Data records:
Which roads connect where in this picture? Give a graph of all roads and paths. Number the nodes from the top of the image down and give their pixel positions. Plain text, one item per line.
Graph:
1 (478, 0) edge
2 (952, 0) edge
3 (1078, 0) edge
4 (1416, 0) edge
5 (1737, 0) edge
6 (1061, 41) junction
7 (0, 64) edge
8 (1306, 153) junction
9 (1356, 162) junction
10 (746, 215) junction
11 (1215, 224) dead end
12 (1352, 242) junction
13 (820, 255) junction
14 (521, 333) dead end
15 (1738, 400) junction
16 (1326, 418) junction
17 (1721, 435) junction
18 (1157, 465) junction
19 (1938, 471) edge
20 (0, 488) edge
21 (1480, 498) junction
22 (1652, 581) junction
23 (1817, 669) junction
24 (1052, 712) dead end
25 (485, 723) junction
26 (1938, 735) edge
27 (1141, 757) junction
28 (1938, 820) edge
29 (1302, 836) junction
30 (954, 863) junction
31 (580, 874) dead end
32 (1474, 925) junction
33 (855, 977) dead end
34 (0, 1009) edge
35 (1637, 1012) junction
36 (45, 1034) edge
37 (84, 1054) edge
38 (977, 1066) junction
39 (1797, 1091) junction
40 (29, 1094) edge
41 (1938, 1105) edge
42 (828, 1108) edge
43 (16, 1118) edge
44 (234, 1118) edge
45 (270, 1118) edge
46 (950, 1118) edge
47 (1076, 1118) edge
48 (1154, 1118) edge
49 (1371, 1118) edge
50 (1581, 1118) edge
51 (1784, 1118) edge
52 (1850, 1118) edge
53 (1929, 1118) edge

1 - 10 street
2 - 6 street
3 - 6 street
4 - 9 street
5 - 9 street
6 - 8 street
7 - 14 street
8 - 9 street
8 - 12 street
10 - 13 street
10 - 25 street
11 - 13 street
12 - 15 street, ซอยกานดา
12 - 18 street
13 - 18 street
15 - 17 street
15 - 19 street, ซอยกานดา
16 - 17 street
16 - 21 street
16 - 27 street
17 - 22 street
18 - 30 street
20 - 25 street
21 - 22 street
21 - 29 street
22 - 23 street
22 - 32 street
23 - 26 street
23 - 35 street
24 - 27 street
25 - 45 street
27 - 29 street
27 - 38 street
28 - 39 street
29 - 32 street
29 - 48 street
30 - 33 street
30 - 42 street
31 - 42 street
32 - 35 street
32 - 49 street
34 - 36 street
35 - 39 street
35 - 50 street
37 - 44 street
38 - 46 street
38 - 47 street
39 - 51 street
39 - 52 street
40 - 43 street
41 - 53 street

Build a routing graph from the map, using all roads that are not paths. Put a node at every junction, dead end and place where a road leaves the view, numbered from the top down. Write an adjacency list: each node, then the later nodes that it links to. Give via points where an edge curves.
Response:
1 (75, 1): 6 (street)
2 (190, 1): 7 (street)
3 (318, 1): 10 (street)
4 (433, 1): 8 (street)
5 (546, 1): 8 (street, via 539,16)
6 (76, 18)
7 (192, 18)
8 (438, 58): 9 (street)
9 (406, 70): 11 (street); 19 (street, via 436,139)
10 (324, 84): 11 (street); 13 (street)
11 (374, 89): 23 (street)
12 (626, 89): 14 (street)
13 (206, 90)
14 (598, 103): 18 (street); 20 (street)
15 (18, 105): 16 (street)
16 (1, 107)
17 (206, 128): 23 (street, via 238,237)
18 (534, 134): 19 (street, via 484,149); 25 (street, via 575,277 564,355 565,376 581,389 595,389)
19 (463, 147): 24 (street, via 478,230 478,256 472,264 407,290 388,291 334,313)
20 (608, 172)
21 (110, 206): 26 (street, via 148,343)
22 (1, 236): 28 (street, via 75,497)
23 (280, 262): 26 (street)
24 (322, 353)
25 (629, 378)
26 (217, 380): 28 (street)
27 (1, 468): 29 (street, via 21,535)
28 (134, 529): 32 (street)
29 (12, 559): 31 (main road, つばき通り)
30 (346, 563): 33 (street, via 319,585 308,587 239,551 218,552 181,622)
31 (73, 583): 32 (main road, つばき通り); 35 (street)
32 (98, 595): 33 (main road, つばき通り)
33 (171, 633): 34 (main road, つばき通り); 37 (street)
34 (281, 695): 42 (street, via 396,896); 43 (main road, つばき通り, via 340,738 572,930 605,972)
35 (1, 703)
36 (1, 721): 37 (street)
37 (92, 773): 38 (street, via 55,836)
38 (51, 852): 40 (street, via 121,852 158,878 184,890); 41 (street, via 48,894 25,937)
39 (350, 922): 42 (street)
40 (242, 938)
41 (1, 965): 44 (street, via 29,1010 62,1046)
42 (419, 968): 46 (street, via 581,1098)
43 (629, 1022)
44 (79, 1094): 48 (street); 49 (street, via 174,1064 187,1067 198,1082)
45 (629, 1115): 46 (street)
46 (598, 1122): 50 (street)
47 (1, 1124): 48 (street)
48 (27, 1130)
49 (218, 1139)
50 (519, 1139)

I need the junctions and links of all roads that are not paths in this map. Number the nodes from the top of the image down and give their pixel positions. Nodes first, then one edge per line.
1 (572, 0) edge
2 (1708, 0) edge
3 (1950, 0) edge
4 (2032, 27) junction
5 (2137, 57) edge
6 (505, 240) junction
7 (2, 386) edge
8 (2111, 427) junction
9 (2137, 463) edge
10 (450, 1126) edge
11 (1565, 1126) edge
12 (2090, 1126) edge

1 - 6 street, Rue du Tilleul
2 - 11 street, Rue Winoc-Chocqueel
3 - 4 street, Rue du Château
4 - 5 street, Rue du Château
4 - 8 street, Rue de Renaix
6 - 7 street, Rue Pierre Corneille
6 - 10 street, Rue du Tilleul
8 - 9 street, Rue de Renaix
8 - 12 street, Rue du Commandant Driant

What to produce:
What's wanted is each line above, transcribed with nothing altered.

Written solution:
Which roads connect where in this picture? Give a graph of all roads and paths. Number the nodes from the top of the image down and give their pixel positions. Plain text, one item per line.
Graph:
1 (478, 0) edge
2 (952, 0) edge
3 (1078, 0) edge
4 (1416, 0) edge
5 (1737, 0) edge
6 (1061, 41) junction
7 (0, 64) edge
8 (1306, 153) junction
9 (1356, 162) junction
10 (746, 215) junction
11 (1215, 224) dead end
12 (1352, 242) junction
13 (820, 255) junction
14 (521, 333) dead end
15 (1738, 400) junction
16 (1326, 418) junction
17 (1721, 435) junction
18 (1157, 465) junction
19 (1938, 471) edge
20 (0, 488) edge
21 (1480, 498) junction
22 (1652, 581) junction
23 (1817, 669) junction
24 (1052, 712) dead end
25 (485, 723) junction
26 (1938, 735) edge
27 (1141, 757) junction
28 (1938, 820) edge
29 (1302, 836) junction
30 (954, 863) junction
31 (580, 874) dead end
32 (1474, 925) junction
33 (855, 977) dead end
34 (0, 1009) edge
35 (1637, 1012) junction
36 (45, 1034) edge
37 (84, 1054) edge
38 (977, 1066) junction
39 (1797, 1091) junction
40 (29, 1094) edge
41 (1938, 1105) edge
42 (828, 1108) edge
43 (16, 1118) edge
44 (234, 1118) edge
45 (270, 1118) edge
46 (950, 1118) edge
47 (1076, 1118) edge
48 (1154, 1118) edge
49 (1371, 1118) edge
50 (1581, 1118) edge
51 (1784, 1118) edge
52 (1850, 1118) edge
53 (1929, 1118) edge

1 - 10 street
2 - 6 street
3 - 6 street
4 - 9 street
5 - 9 street
6 - 8 street
7 - 14 street
8 - 9 street
8 - 12 street
10 - 13 street
10 - 25 street
11 - 13 street
12 - 15 street, ซอยกานดา
12 - 18 street
13 - 18 street
15 - 17 street
15 - 19 street, ซอยกานดา
16 - 17 street
16 - 21 street
16 - 27 street
17 - 22 street
18 - 30 street
20 - 25 street
21 - 22 street
21 - 29 street
22 - 23 street
22 - 32 street
23 - 26 street
23 - 35 street
24 - 27 street
25 - 45 street
27 - 29 street
27 - 38 street
28 - 39 street
29 - 32 street
29 - 48 street
30 - 33 street
30 - 42 street
31 - 42 street
32 - 35 street
32 - 49 street
34 - 36 street
35 - 39 street
35 - 50 street
37 - 44 street
38 - 46 street
38 - 47 street
39 - 51 street
39 - 52 street
40 - 43 street
41 - 53 street

Build a routing graph from the map, using all roads that are not paths. Put a node at every junction, dead end and place where a road leaves the view, numbered from the top down. Write an adjacency list: each node, then the later nodes that it links to. Give via points where an edge curves.
Response:
1 (75, 1): 6 (street)
2 (190, 1): 7 (street)
3 (318, 1): 10 (street)
4 (433, 1): 8 (street)
5 (546, 1): 8 (street, via 539,16)
6 (76, 18)
7 (192, 18)
8 (438, 58): 9 (street)
9 (406, 70): 11 (street); 19 (street, via 436,139)
10 (324, 84): 11 (street); 13 (street)
11 (374, 89): 23 (street)
12 (626, 89): 14 (street)
13 (206, 90)
14 (598, 103): 18 (street); 20 (street)
15 (18, 105): 16 (street)
16 (1, 107)
17 (206, 128): 23 (street, via 238,237)
18 (534, 134): 19 (street, via 484,149); 25 (street, via 575,277 564,355 565,376 581,389 595,389)
19 (463, 147): 24 (street, via 478,230 478,256 472,264 407,290 388,291 334,313)
20 (608, 172)
21 (110, 206): 26 (street, via 148,343)
22 (1, 236): 28 (street, via 75,497)
23 (280, 262): 26 (street)
24 (322, 353)
25 (629, 378)
26 (217, 380): 28 (street)
27 (1, 468): 29 (street, via 21,535)
28 (134, 529): 32 (street)
29 (12, 559): 31 (main road, つばき通り)
30 (346, 563): 33 (street, via 319,585 308,587 239,551 218,552 181,622)
31 (73, 583): 32 (main road, つばき通り); 35 (street)
32 (98, 595): 33 (main road, つばき通り)
33 (171, 633): 34 (main road, つばき通り); 37 (street)
34 (281, 695): 42 (street, via 396,896); 43 (main road, つばき通り, via 340,738 572,930 605,972)
35 (1, 703)
36 (1, 721): 37 (street)
37 (92, 773): 38 (street, via 55,836)
38 (51, 852): 40 (street, via 121,852 158,878 184,890); 41 (street, via 48,894 25,937)
39 (350, 922): 42 (street)
40 (242, 938)
41 (1, 965): 44 (street, via 29,1010 62,1046)
42 (419, 968): 46 (street, via 581,1098)
43 (629, 1022)
44 (79, 1094): 48 (street); 49 (street, via 174,1064 187,1067 198,1082)
45 (629, 1115): 46 (street)
46 (598, 1122): 50 (street)
47 (1, 1124): 48 (street)
48 (27, 1130)
49 (218, 1139)
50 (519, 1139)

I need the junctions and links of all roads that are not paths in this map. Number the nodes from the top of the image down and give their pixel positions. Nodes first, then one edge per line.
1 (572, 0) edge
2 (1708, 0) edge
3 (1950, 0) edge
4 (2032, 27) junction
5 (2137, 57) edge
6 (505, 240) junction
7 (2, 386) edge
8 (2111, 427) junction
9 (2137, 463) edge
10 (450, 1126) edge
11 (1565, 1126) edge
12 (2090, 1126) edge

1 - 6 street, Rue du Tilleul
2 - 11 street, Rue Winoc-Chocqueel
3 - 4 street, Rue du Château
4 - 5 street, Rue du Château
4 - 8 street, Rue de Renaix
6 - 7 street, Rue Pierre Corneille
6 - 10 street, Rue du Tilleul
8 - 9 street, Rue de Renaix
8 - 12 street, Rue du Commandant Driant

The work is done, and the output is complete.